L’editoriale

Che cosa significa matrimonio per tutti

Se ci sarà un Röstigraben sarà anagrafico - Lo spirito che soggiace alla modifica di legge è giusto, l’applicazione alla questione dei figli può suscitare qualche dubbio
© Ivan Samkov per Pexel.
Carlo Silini
21.09.2021 06:00

Ci siamo, manca poco. Se i sondaggi hanno ragione (e anche se sbagliano non troppo clamorosamente) in Svizzera potremmo essere alla vigilia di una svolta storica: il cosiddetto “matrimonio per tutti”. Sarebbe la ratifica di una percezione sociale positiva inimmaginabile solo un paio di decenni fa. Se mai ci sarà un Röstigraben, sarà anagrafico più che linguistico. Perché per i giovani l’estensione del matrimonio alle coppie gay e lesbiche è un non-problema, nessuno bisbiglia più alle spalle degli amori omosessuali, nessuno sente il peso dello stigma sociale se si innamora di una persona del proprio sesso.
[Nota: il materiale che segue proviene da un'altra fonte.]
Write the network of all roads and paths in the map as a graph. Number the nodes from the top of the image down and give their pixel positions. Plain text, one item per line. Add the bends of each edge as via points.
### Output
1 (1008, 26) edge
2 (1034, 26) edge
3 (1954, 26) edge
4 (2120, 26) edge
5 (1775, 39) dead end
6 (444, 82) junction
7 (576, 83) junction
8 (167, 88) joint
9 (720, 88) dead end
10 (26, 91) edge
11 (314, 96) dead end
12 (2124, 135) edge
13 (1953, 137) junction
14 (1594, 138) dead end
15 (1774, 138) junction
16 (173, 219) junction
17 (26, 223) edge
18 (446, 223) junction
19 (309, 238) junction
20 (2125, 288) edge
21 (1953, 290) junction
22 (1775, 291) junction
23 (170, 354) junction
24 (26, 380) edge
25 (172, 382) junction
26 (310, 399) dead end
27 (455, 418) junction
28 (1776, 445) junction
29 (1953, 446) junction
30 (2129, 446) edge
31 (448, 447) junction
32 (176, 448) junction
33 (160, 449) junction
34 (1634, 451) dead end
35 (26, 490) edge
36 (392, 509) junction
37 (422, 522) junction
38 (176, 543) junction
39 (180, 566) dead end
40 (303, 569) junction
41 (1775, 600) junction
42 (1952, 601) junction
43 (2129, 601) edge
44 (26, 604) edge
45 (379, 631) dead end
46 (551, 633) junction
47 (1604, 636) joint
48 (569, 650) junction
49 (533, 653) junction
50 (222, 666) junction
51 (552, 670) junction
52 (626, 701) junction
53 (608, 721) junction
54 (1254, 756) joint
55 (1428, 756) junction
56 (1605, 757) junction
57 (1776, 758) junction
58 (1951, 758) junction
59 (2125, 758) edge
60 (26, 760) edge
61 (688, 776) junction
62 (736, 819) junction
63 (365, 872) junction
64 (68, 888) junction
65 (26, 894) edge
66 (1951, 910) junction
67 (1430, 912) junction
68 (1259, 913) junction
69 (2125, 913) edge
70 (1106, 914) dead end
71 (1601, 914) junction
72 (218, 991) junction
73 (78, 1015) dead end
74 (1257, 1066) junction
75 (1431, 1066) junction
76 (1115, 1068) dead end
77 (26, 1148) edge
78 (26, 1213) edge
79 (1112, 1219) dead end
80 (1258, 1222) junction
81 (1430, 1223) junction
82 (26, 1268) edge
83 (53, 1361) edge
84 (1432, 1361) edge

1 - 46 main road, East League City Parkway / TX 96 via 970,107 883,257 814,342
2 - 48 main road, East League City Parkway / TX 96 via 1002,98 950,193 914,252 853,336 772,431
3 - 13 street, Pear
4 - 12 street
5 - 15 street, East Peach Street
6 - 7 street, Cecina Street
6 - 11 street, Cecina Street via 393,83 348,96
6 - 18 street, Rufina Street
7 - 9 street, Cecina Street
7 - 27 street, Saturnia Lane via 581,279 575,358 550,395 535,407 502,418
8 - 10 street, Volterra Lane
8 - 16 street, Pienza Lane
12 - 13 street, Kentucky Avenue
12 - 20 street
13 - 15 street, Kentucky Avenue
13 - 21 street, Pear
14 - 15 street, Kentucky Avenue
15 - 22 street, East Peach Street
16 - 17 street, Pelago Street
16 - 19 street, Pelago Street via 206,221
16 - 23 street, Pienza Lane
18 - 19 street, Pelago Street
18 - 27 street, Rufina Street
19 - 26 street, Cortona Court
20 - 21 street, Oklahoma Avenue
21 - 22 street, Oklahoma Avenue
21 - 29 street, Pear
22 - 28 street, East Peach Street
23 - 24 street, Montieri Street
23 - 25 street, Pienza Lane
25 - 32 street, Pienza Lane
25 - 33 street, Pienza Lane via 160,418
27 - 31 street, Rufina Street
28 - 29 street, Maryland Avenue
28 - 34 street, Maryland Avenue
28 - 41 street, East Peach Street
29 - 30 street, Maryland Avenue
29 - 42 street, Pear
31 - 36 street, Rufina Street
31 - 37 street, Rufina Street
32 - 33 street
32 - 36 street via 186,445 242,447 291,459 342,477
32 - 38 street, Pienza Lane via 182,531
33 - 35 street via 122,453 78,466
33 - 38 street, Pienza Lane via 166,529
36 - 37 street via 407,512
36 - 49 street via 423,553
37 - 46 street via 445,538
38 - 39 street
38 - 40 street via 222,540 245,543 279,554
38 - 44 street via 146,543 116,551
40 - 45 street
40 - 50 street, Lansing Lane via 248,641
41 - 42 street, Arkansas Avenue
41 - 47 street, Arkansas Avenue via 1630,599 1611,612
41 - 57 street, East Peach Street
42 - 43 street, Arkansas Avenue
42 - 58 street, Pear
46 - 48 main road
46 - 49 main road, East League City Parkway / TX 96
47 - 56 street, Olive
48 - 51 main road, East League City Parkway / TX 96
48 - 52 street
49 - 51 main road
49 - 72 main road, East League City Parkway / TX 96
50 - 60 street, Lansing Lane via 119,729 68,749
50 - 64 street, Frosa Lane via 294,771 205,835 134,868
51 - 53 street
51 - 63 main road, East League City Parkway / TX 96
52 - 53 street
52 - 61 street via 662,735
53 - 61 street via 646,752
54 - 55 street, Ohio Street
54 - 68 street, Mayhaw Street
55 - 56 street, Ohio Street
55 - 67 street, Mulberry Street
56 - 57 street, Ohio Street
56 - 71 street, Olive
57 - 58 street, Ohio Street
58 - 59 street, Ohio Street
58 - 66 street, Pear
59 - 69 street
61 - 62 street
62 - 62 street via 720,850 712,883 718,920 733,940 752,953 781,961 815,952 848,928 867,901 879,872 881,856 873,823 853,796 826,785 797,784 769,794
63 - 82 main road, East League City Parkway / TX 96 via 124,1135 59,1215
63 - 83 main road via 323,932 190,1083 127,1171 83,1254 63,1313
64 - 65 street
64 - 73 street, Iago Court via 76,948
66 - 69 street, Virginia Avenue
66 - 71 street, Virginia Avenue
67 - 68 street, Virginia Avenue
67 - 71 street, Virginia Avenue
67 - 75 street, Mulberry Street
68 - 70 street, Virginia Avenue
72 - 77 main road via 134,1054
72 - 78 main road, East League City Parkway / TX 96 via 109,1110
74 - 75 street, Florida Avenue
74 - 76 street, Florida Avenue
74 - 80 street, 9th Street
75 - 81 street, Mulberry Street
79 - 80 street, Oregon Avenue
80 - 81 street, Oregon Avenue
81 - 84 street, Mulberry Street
Love is love, recitano gli slogan. Un tempo era considerato normale chi amava una persona dell’altro sesso, oggi è normale chi ama. Punto. Senza distinzioni di orientamento sessuale

Tutto questo suona quasi banale alle orecchie dei ragazzi, ma è una rivoluzione copernicana per chi è nato e cresciuto al tempo degli sfottò maligni e della riprovazione pubblica della “sfrontatezza” di chi osava mostrarsi per il gay o la lesbica che era. Nulla da stupirsi, quindi, se le generazioni meno green facciano una certa fatica ad aprirsi alla svolta. L’imprinting ricevuto da piccoli non può essere cancellato apponendo una crocetta sulla scheda di voto. Vero che esiste già l’unione domestica registrata, che non è poca cosa, ma se il matrimonio per tutti passerà, per molte persone di una certa età sarà una sorta di salto quantico. Ma è tempo di riconoscere i limiti di una certa educazione ricevuta, della discriminazione di chi viveva passioni e pulsioni non riconosciute come legittime. Fino a poco tempo fa per troppe persone vivere l’omosessualità era un dramma. Gli outing sono arrivati, e a volte arrivano ancora, dopo anni di immani sofferenze. Non ci vuole Einstein per capire, magari tardivamente, che l’amore non è mai una colpa. Lo dobbiamo ai troppi gay e lesbiche bullizzati nel recente passato. Diciamolo: mai più. L’omosessualità è già un passo avanti rispetto alla fase dell’esibizione orgogliosa e spettacolare della diversità. I gay pride non sono più uno scandalo, ma una festa urbana. Sul piano dell’accettazione sociale non esiste più un “noi” (eterosessuali, quindi normali) e un “loro” (omosessuali, quindi diversi). Love is love, recitano gli slogan. Un tempo era considerato normale chi amava una persona dell’altro sesso, oggi è normale chi ama. Punto. Senza distinzioni di orientamento sessuale. Prenderne coscienza significa anche restituire una dignità istituzionale a chi ne è stato fin qui privato. Significa dare pari diritti a eterosessuali e omosessuali.

Ma davvero i desideri sono diritti? Se esiste un desiderio inappagato di avere figli non si potrebbe appagarlo adottando dei bambini che hanno bisogno di genitori?

Ciò detto, è bene considerare anche qualche sfumatura. Per esempio, c’è chi ritiene che l’estensione della parola “matrimonio” alle coppie omosessuali sia un controsenso. Il termine viene da “mater” madre, e rimanda all’ufficio femminile riguardo la creazione e cura della famiglia (su modello di patrimonium, che invece si collega all’ufficio del padre di provvedere al sostentamento). Per qualcuno, quindi, anche il significato delle parole peserà nella scelta del voto. Ma forse, sul fronte dei dubbi, ancora più importante si potrebbe rivelare un aspetto che non riguarda il senso della modifica di legge proposta (che i più riconoscono come giusta), ma la sua applicazione alla questione dei figli. Bene che una coppia dello stesso sesso possa adottare congiuntamente un bambino (mentre con l’unione domestica registrata poteva adottare solo il figlio del partner). Ma la possibilità per le coppie lesbiche di accedere alla donazione di sperma è meno convincente. Prima di tutto perché in questo modo verrebbero discriminate le coppie di omosessuali maschi, in secondo luogo perché ci pare inappropriato equiparare l’infecondità con il “desiderio inappagato di avere figli”. Ma davvero i desideri sono diritti? Se esiste un desiderio inappagato di avere figli non si potrebbe appagarlo adottando dei bambini che hanno bisogno di genitori? Forse sbagliamo, ma per noi avere figli più che un diritto è un dono. E per quanto ci riguarda questo vale sia per le coppie omosessuali che per quelle eterosessuali.